In the listing that follows, tally the lines containing "Forestdale"; give the count and nothing more.

**Exercise input**
--------------------------------

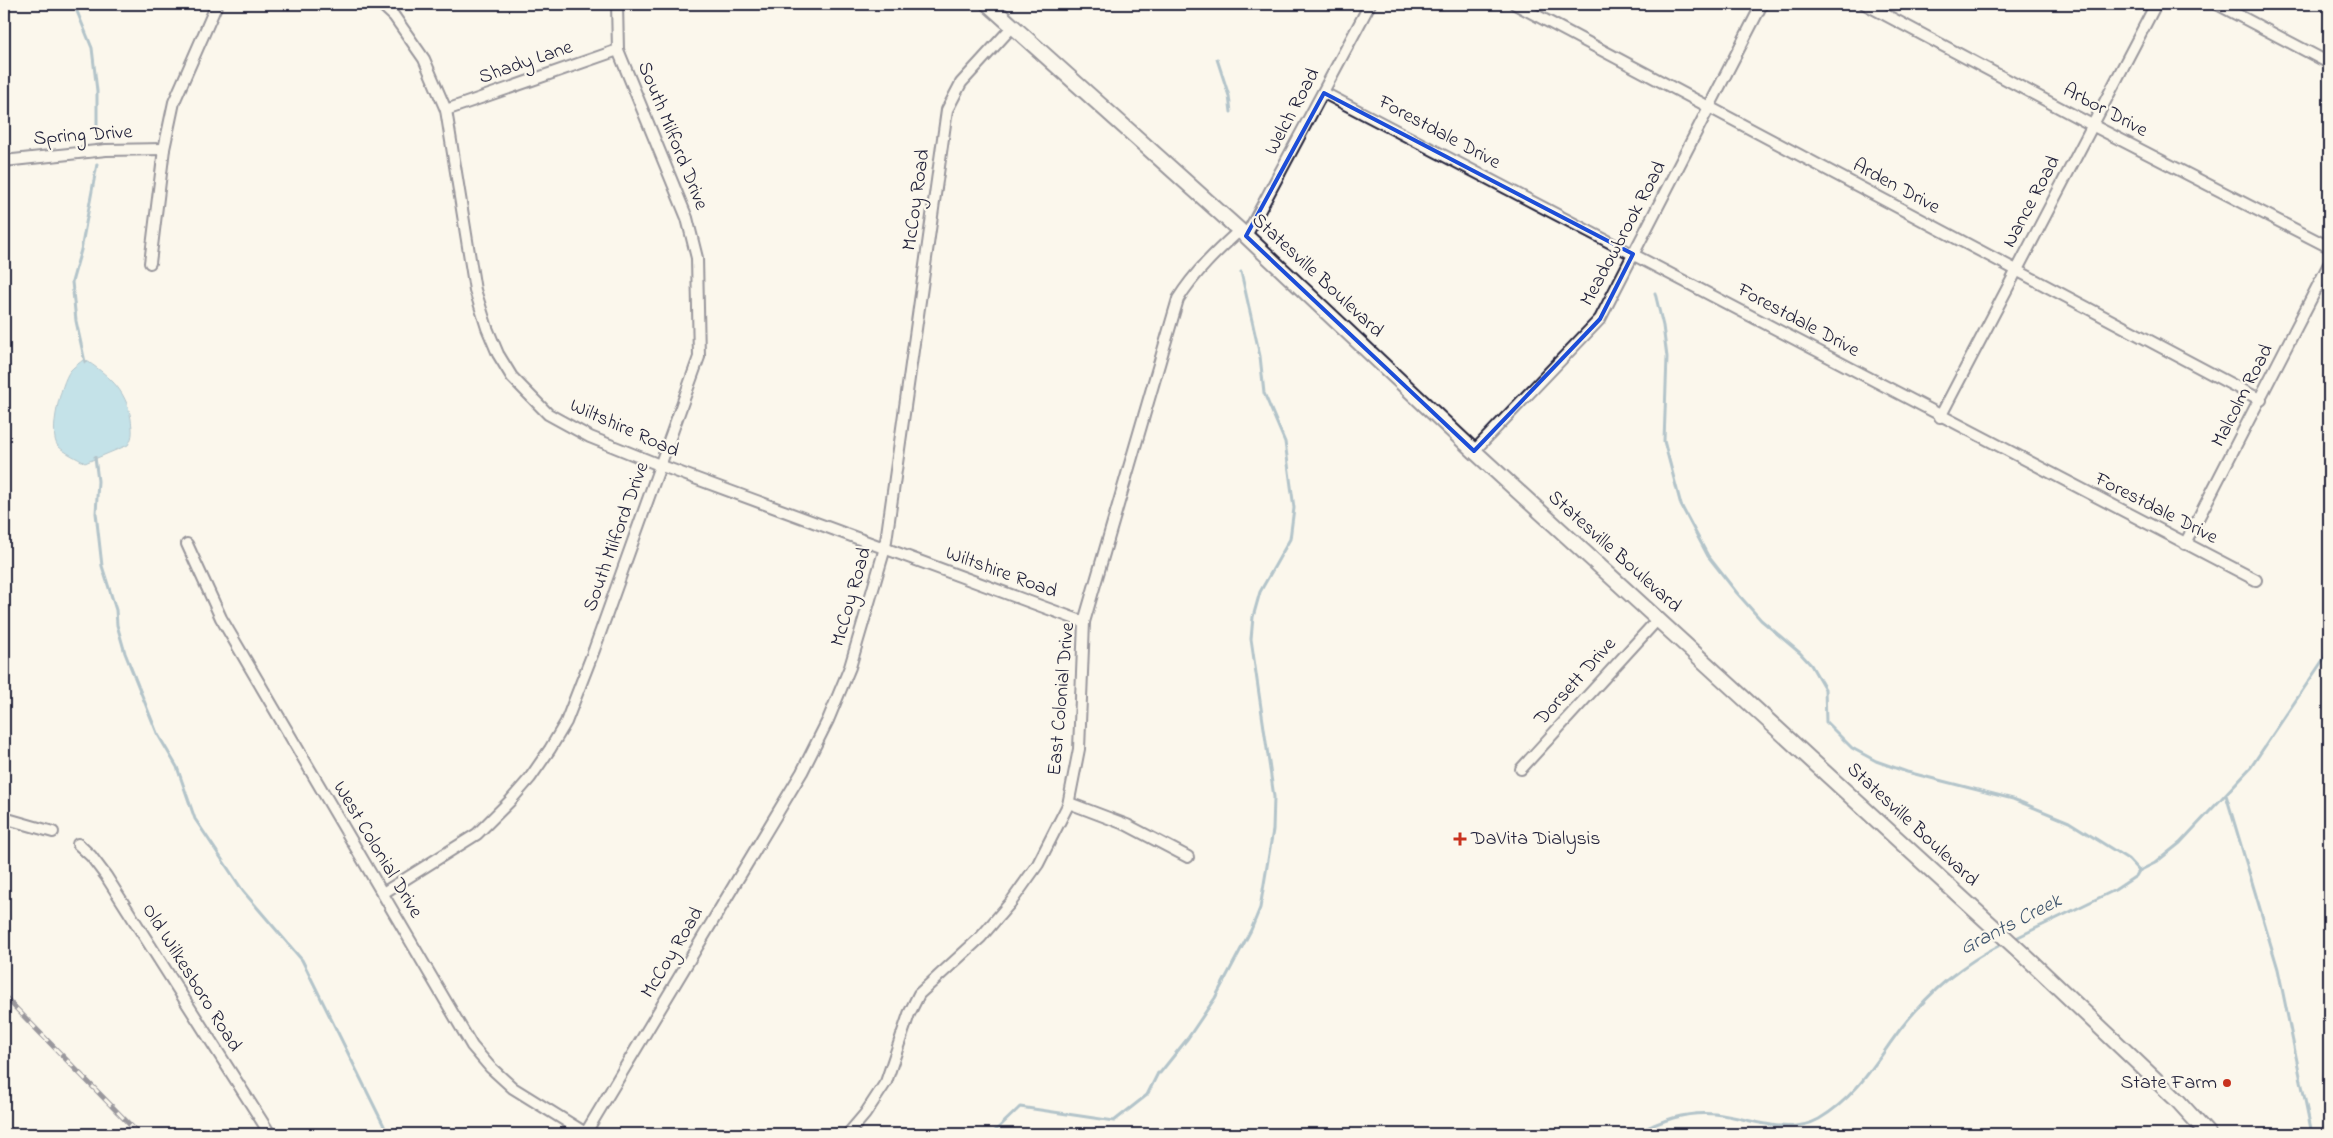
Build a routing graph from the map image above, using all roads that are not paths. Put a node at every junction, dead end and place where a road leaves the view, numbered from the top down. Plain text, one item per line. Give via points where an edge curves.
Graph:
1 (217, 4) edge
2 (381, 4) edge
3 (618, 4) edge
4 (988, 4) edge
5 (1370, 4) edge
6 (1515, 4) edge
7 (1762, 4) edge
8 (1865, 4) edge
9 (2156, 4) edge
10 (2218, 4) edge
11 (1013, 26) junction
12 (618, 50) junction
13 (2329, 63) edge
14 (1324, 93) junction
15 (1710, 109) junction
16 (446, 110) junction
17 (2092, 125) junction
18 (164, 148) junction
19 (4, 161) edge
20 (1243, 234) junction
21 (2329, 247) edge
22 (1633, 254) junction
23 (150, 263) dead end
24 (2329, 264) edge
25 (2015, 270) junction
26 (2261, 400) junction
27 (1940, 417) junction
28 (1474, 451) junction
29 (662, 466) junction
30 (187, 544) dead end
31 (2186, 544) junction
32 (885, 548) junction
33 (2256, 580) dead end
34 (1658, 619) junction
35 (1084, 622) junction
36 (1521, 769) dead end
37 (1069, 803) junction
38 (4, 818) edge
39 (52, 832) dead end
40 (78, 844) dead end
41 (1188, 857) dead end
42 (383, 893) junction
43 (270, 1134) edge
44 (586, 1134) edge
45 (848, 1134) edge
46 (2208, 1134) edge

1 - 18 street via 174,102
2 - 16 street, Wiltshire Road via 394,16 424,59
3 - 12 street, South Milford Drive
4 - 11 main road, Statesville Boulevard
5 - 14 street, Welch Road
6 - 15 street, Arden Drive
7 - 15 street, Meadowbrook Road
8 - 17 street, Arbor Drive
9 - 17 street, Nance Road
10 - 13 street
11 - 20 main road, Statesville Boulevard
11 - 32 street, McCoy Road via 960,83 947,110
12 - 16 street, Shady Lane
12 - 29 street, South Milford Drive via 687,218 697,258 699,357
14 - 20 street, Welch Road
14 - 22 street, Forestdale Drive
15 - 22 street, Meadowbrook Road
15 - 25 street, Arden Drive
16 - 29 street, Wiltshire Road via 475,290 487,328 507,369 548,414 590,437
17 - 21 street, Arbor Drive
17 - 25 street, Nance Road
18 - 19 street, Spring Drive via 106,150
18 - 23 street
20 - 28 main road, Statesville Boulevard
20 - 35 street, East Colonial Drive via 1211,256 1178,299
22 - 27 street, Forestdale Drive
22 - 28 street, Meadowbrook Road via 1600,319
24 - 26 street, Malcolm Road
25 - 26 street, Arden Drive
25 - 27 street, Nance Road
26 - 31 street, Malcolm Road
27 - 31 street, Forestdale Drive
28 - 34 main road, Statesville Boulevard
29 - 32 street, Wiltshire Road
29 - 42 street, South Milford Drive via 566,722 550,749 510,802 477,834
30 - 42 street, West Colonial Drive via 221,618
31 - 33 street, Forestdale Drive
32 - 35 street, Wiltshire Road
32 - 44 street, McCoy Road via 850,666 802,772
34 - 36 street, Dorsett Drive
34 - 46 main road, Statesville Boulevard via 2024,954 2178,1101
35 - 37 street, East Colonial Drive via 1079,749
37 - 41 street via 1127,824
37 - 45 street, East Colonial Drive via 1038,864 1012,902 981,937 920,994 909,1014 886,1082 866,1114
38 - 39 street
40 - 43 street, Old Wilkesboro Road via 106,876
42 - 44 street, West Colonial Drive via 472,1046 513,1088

--------------------------------

**Exercise result**
4